It’s promising material for musical theatre. A sixteen year old boy in County Durham who wants to go to his school prom in drag. Jonathan Butterell saw the BBC Three documentary, Jamie: Drag Queen at 16, and knew he had a strong premise for a show. An approach to Dan Gillespie Sells and Tom MacRae, who came straight on board, confirmed his instincts. Several years’ work later, Everybody’s Talking About Jamie premieres in Sheffield to screaming ovations for a screaming queen, and a red sequinned star is born.

Jamie Campbell’s story, as told in the original 2011 documentary, has been boiled down to its essence. A boy defies the gender conventions of his school and wider society. A loving mother supports her son and in trying to protect him from pain traps herself in lies that will come to hurt him. A father rejects his son’s femininity. A school bully learns an uncomfortable lesson. And an unlikely best friendship empowers both parties. The narrative of the show may be predictable, but that makes it no less satisfying to watch.

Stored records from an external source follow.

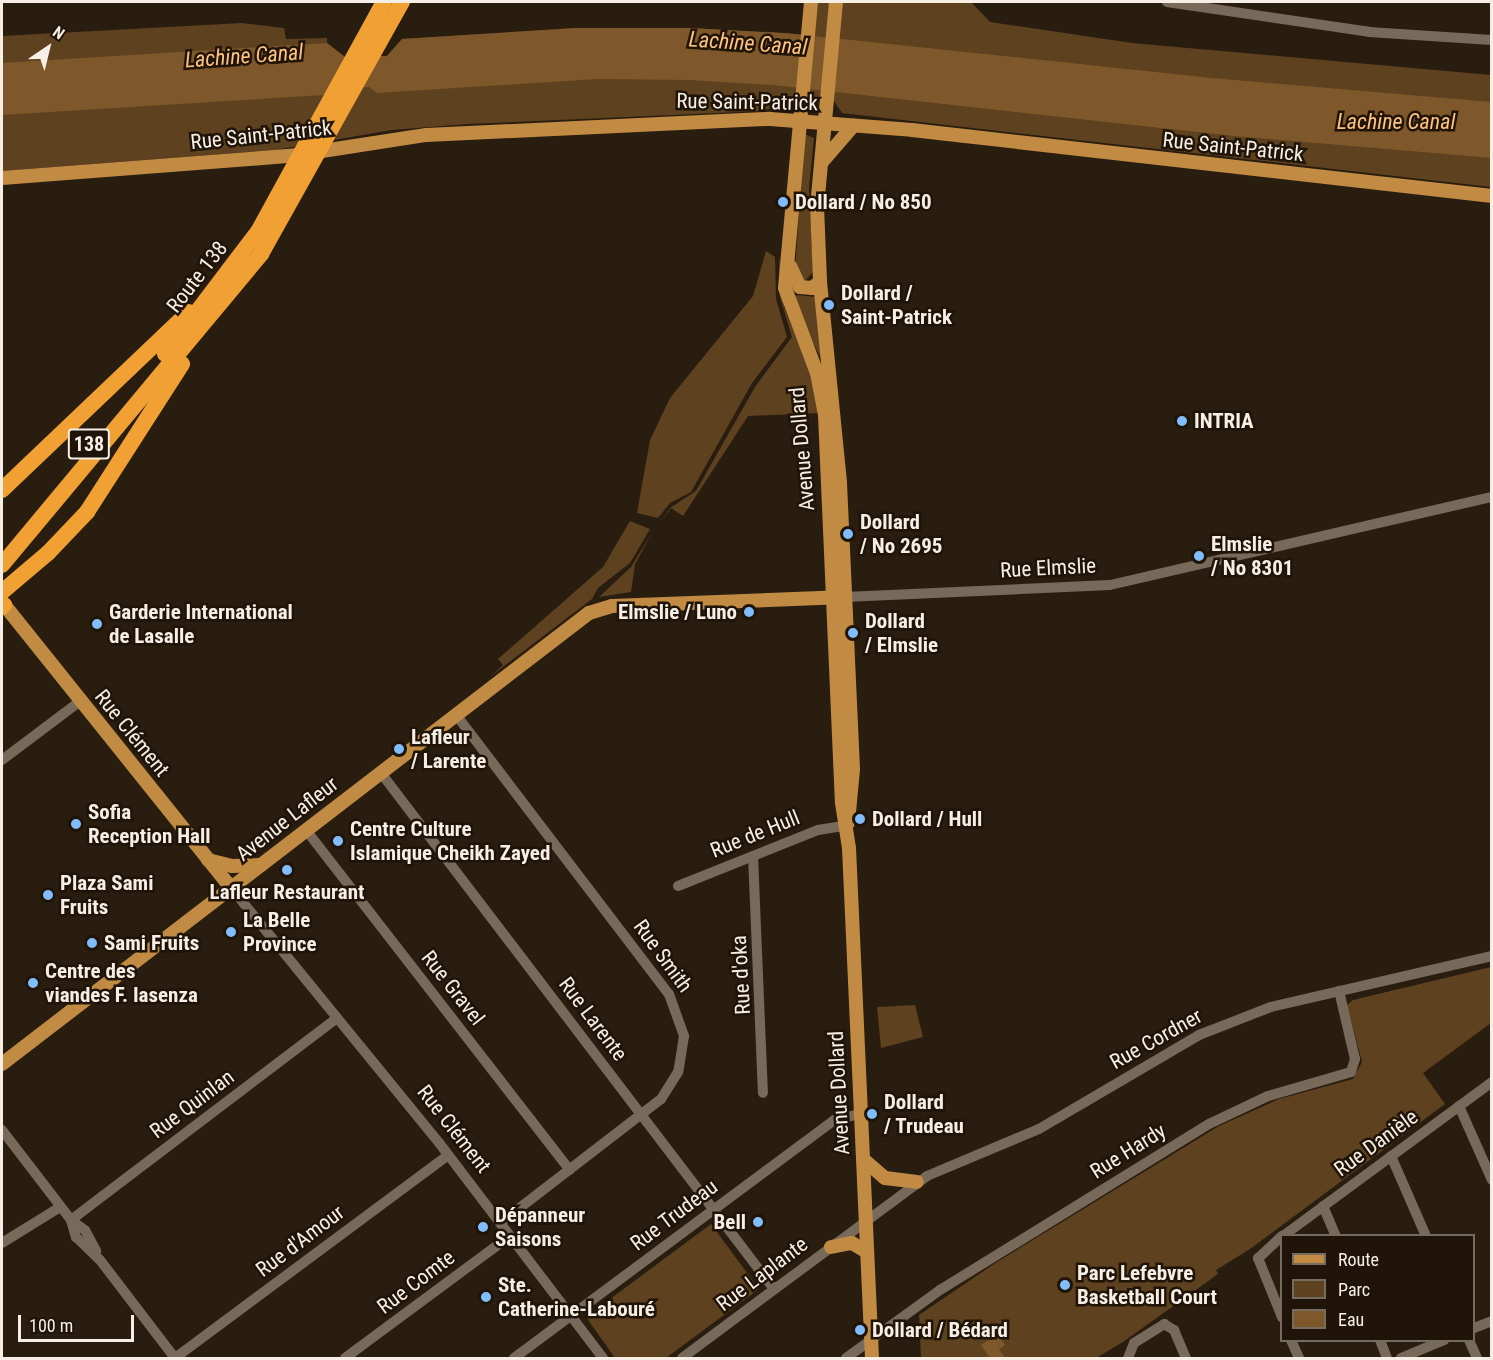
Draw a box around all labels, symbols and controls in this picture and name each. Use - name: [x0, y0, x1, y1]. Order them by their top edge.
- north arrow: [18, 18, 78, 78]
- text: N: [49, 22, 68, 43]
- water label: Lachine Canal: [688, 26, 808, 60]
- water label: Lachine Canal: [184, 39, 304, 73]
- street label: Rue Saint-Patrick: [676, 88, 818, 116]
- water label: Lachine Canal: [1337, 109, 1455, 135]
- street label: Rue Saint-Patrick: [189, 115, 333, 155]
- street label: Rue Saint-Patrick: [1161, 127, 1305, 167]
- place label: Dollard / No 850: [795, 189, 932, 215]
- marker: Dollard / No 850: [776, 195, 790, 209]
- street label: Route 138: [161, 236, 233, 318]
- place label: Dollard / Saint-Patrick: [841, 280, 952, 330]
- marker: Dollard / Saint-Patrick: [822, 298, 836, 312]
- street label: Avenue Dollard: [784, 386, 820, 512]
- place label: INTRIA: [1194, 408, 1254, 434]
- marker: INTRIA: [1175, 414, 1189, 428]
- road number: 138: [66, 427, 112, 461]
- place label: Dollard / No 2695: [860, 509, 942, 559]
- marker: Dollard / No 2695: [841, 527, 855, 541]
- place label: Elmslie / No 8301: [1211, 531, 1293, 581]
- marker: Elmslie / No 8301: [1192, 549, 1206, 563]
- street label: Rue Elmslie: [999, 553, 1097, 583]
- place label: Garderie International de Lasalle: [109, 599, 293, 649]
- place label: Elmslie / Luno: [618, 599, 737, 625]
- marker: Elmslie / Luno: [742, 605, 756, 619]
- place label: Dollard / Elmslie: [865, 608, 938, 658]
- marker: Garderie International de Lasalle: [90, 617, 104, 631]
- marker: Dollard / Elmslie: [846, 626, 860, 640]
- street label: Rue Clément: [89, 684, 175, 782]
- place label: Lafleur / Larente: [411, 724, 486, 774]
- marker: Lafleur / Larente: [392, 742, 406, 756]
- street label: Avenue Lafleur: [231, 771, 343, 867]
- place label: Sofia Reception Hall: [88, 799, 210, 849]
- street label: Rue de Hull: [707, 805, 803, 863]
- place label: Dollard / Hull: [872, 806, 982, 832]
- marker: Dollard / Hull: [853, 812, 867, 826]
- place label: Centre Culture Islamique Cheikh Zayed: [350, 816, 550, 866]
- marker: Sofia Reception Hall: [69, 817, 83, 831]
- marker: Centre Culture Islamique Cheikh Zayed: [331, 834, 345, 848]
- marker: Lafleur Restaurant: [280, 863, 294, 877]
- place label: Plaza Sami Fruits: [60, 870, 153, 920]
- place label: Lafleur Restaurant: [210, 879, 364, 905]
- marker: Plaza Sami Fruits: [41, 888, 55, 902]
- place label: La Belle Province: [243, 907, 317, 957]
- street label: Rue Smith: [628, 915, 698, 997]
- marker: La Belle Province: [224, 925, 238, 939]
- place label: Sami Fruits: [104, 930, 199, 956]
- street label: Rue d'oka: [726, 935, 756, 1015]
- marker: Sami Fruits: [85, 936, 99, 950]
- street label: Rue Gravel: [416, 946, 490, 1030]
- place label: Centre des viandes F. Iasenza: [45, 958, 198, 1008]
- street label: Rue Larente: [553, 972, 633, 1066]
- marker: Centre des viandes F. Iasenza: [26, 976, 40, 990]
- street label: Rue Cordner: [1106, 1003, 1206, 1075]
- street label: Avenue Dollard: [823, 1030, 855, 1156]
- street label: Rue Quinlan: [145, 1064, 239, 1144]
- street label: Rue Clément: [412, 1080, 496, 1178]
- place label: Dollard / Trudeau: [884, 1089, 964, 1139]
- street label: Rue Danièle: [1329, 1104, 1423, 1182]
- marker: Dollard / Trudeau: [865, 1107, 879, 1121]
- street label: Rue Hardy: [1086, 1118, 1170, 1184]
- street label: Rue Trudeau: [625, 1174, 723, 1256]
- street label: Rue d'Amour: [251, 1200, 349, 1282]
- place label: Dépanneur Saisons: [495, 1202, 585, 1252]
- place label: Bell: [714, 1209, 746, 1235]
- marker: Bell: [751, 1215, 765, 1229]
- marker: Dépanneur Saisons: [476, 1220, 490, 1234]
- street label: Rue Laplante: [712, 1232, 812, 1316]
- legend: [1280, 1234, 1475, 1342]
- street label: Rue Comte: [372, 1245, 460, 1319]
- text: Route: [1338, 1249, 1379, 1270]
- place label: Parc Lefebvre Basketball Court: [1077, 1260, 1217, 1310]
- place label: Ste. Catherine-Labouré: [498, 1272, 655, 1322]
- marker: Parc Lefebvre Basketball Court: [1058, 1278, 1072, 1292]
- text: Parc: [1338, 1279, 1370, 1300]
- marker: Ste. Catherine-Labouré: [479, 1290, 493, 1304]
- scale bar: [21, 1303, 136, 1341]
- text: Eau: [1338, 1309, 1364, 1330]
- text: 100 m: [29, 1315, 73, 1336]
- place label: Dollard / Bédard: [872, 1317, 1008, 1343]
- marker: Dollard / Bédard: [853, 1323, 867, 1337]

However, there are some other problems.  If this is the coming out story of a teenage drag queen, the story needs to deliver on the triumph of the drag act. The first half of the show skilfully moves Jamie from the schoolboy with a crazy dream to the nascent drag queen Mimi Me on the verge of a triumphant first performance. And then…..we don’t see the performance.  We hear about it from the excited response afterwards, everybody is talking about Jamie, but we don’t see it.  Perhaps the show is holding back for the finale, when we will?  But again, come the dénouement, we don’t. This is perhaps not the only narrative disappointment in an otherwise hugely enjoyable show.

The story of Jamie’s mentor, Loco Chanel, is wonderful, the backstory of a drag legend that anyone would aspire to. But as the show becomes too crowded with literal and surrogate parents, the second half sets the story of Jamie’s drag progression aside in favour of more soap opera moments of paternal rejections and reconciliations. Loco Chanel becomes a sphinx without a secret, and Jamie’s drag persona Mimi Me is never seen again.

The songs are great. Dan Gillespie-Sells and Tom MacRae’s collaboration leaves the auditorium on its feet clapping at the end of the show and the front of house full of people humming and singing lines to each other on their way home. The range is wonderful, from the foot-stomping titular track to the heart-wrenching ballads The Wall In My Head and He’s My Boy, every song delivers on pop song potential and is both specific enough to fit the moment in the show perfectly and generic enough for single success.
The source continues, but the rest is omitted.